A defect is any occurrence in a product that is determined to be incomplete or incorrect relative to the product's requirements, expectations, and / or standards. In other words, a defect is when a component of a system does not do what it is supposed to do. For instance, a communication system that fails to transmit data correctly is considered defective.

Goal of an Inspection Control System

An Inspection Control System should provide the means for ensuring the following:

  1. That appropriate inspection procedures are implemented;
  2. That personnel performing those inspections have adequate training and credentials to perform them;
  3. That means of certifying the fulfillment of the inspection procedures exist and are properly maintained, together with records indicating the date and person responsible for the inspection.

The most common means of indicating that product inspection took place are:

  • Stamps;
  • Signatures;
  • Labels;
  • Electronic media.

Inspection Control Basics

NASA’s most commonly used means of indicating an inspection has occurred is a stamp. STEP SMA-QE-WBT-252 defines a stamp as:

“Any means of physically marking a product or it’s associated documentation with an inspector’s unique mark. Sometimes a signature on a separate form can be used for the same purpose”.

In the case of NASA, the accomplishment of product assurance actions can be attested to by a signature, with legible printed name and date or by an inspection control system such as electronic medium or stamps. It is also a requirement to use plain English. It is a good policy to use quality stamps to keep a clear record that work products have been inspected by qualified personnel, and to indicate when the inspection took place. In this course, we will use the term "stamp" to refer to any of these means of attesting that an inspection took place.

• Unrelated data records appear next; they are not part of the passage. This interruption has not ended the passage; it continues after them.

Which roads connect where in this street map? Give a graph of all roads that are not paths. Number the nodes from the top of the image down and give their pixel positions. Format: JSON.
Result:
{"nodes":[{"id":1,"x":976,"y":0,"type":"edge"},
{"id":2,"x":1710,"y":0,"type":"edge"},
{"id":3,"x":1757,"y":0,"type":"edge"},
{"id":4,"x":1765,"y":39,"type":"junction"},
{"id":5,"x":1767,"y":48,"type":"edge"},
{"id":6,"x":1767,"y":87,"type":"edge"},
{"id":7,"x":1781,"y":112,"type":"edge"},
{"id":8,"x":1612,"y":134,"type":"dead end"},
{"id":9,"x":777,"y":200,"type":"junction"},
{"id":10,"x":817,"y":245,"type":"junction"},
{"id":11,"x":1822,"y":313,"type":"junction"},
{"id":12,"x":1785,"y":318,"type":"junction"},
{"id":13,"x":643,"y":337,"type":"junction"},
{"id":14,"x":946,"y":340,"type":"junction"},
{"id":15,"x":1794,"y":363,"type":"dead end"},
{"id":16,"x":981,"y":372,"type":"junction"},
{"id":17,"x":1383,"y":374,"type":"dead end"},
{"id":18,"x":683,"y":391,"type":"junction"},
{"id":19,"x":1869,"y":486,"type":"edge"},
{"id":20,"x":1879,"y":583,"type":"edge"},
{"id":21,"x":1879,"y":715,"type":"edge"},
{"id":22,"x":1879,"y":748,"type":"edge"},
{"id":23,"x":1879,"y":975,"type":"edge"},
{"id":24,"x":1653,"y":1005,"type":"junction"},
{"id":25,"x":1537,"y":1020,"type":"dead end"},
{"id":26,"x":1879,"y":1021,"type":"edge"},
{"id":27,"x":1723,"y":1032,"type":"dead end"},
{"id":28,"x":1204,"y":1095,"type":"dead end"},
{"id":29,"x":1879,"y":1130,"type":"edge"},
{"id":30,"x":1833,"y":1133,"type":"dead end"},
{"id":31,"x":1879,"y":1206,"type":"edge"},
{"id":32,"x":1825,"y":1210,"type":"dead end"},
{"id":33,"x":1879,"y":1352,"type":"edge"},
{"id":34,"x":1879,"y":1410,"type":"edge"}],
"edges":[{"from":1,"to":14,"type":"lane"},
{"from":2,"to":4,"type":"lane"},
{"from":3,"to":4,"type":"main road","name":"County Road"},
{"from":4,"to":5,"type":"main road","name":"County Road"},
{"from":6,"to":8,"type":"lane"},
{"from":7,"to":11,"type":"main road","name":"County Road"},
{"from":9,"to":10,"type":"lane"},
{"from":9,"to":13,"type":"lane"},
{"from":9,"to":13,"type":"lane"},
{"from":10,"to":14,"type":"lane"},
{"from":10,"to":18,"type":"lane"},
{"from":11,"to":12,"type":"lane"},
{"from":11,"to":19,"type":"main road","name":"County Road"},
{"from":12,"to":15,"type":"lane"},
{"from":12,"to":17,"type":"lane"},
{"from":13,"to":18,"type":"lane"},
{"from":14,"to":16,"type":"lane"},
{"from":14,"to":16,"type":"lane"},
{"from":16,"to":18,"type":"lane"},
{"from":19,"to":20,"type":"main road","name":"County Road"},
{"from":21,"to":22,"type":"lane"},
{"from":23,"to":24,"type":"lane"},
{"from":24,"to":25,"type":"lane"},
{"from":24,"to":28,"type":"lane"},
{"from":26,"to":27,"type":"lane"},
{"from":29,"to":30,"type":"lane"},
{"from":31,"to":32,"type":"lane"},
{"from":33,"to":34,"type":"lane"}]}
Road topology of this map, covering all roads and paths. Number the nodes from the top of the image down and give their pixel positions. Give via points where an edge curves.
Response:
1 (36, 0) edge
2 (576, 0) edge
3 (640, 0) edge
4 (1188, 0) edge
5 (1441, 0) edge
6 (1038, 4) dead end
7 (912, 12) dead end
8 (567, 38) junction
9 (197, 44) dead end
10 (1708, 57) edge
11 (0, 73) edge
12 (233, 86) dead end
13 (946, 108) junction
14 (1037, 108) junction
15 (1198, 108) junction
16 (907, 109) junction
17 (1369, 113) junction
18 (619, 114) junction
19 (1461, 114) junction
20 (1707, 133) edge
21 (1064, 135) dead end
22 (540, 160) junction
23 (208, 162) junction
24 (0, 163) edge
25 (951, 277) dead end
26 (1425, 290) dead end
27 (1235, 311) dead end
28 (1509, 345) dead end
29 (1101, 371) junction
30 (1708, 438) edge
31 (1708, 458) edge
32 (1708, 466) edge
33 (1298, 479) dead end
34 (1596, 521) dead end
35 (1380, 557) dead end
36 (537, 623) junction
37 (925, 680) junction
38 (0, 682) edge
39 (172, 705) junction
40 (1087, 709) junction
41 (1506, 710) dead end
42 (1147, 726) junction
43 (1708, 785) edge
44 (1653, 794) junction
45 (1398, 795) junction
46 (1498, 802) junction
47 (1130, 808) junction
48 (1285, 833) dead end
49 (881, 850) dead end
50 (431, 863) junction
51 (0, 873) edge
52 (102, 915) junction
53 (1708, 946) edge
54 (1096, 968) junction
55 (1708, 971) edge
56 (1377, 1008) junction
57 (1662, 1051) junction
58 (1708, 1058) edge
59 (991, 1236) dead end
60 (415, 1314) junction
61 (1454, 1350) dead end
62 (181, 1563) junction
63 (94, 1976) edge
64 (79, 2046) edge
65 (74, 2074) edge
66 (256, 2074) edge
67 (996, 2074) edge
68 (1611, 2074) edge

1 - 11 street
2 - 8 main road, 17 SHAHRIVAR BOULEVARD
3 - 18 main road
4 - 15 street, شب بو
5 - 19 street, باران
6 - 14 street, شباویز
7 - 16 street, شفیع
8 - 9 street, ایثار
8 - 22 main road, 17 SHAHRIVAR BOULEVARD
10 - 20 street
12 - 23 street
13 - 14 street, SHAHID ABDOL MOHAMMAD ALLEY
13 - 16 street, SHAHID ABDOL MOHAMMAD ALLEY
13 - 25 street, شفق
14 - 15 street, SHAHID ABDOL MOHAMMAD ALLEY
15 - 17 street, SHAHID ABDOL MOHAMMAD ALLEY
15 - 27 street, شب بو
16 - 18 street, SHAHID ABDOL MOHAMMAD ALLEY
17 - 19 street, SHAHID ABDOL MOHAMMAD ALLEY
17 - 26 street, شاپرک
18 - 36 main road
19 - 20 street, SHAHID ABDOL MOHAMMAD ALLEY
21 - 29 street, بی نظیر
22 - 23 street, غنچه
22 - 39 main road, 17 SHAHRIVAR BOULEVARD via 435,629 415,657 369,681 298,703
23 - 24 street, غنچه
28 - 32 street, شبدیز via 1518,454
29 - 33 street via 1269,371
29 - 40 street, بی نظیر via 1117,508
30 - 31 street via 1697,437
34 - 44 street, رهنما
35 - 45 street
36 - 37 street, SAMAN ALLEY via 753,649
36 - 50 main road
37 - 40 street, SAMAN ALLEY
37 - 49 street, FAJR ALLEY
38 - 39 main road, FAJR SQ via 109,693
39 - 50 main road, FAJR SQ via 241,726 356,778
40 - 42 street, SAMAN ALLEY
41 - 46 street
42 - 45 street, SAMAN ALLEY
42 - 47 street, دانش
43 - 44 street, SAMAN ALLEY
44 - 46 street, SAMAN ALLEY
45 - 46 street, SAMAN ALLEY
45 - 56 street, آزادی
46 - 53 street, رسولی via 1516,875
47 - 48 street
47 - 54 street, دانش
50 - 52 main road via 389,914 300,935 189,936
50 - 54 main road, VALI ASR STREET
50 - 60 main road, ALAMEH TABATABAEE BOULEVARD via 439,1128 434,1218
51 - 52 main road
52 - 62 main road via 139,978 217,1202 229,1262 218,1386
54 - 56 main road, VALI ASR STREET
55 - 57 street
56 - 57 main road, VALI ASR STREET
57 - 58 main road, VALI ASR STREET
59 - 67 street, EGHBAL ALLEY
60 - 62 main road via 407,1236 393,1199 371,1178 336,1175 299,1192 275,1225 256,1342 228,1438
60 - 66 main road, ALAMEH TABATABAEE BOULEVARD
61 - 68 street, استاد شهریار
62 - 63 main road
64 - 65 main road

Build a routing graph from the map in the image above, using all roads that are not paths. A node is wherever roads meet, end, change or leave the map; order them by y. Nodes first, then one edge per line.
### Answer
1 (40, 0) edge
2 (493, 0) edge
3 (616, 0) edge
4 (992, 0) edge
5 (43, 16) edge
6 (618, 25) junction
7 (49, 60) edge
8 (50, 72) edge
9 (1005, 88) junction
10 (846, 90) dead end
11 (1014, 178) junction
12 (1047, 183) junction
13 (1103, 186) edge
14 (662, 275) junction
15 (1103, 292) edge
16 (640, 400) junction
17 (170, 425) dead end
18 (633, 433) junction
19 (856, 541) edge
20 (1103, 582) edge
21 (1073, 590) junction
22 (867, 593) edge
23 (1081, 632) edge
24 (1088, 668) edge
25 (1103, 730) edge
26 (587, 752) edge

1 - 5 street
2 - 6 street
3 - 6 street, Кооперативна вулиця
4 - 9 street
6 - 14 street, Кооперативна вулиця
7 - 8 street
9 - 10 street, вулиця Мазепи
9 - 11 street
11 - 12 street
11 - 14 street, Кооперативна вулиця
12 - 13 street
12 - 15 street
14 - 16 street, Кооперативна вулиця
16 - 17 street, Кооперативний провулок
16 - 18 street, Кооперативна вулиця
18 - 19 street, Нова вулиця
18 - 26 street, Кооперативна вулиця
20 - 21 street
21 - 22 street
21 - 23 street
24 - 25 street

STEP SMA-QE-WBT-252 indicates that stamps "are used to indicate the quality status or conditions of material, parts, tools, equipment, assemblies, systems, and / or supporting documentation that have been inspected, certified, calibrated, and/or reviewed."

In any aerospace project, inspection control is a critical area that must be an inherent part of all procedures during project development. This is not only important for the project's internal development, but also because the systems developed will interact with agencies and entities that require these types of certifications and inspection requirements.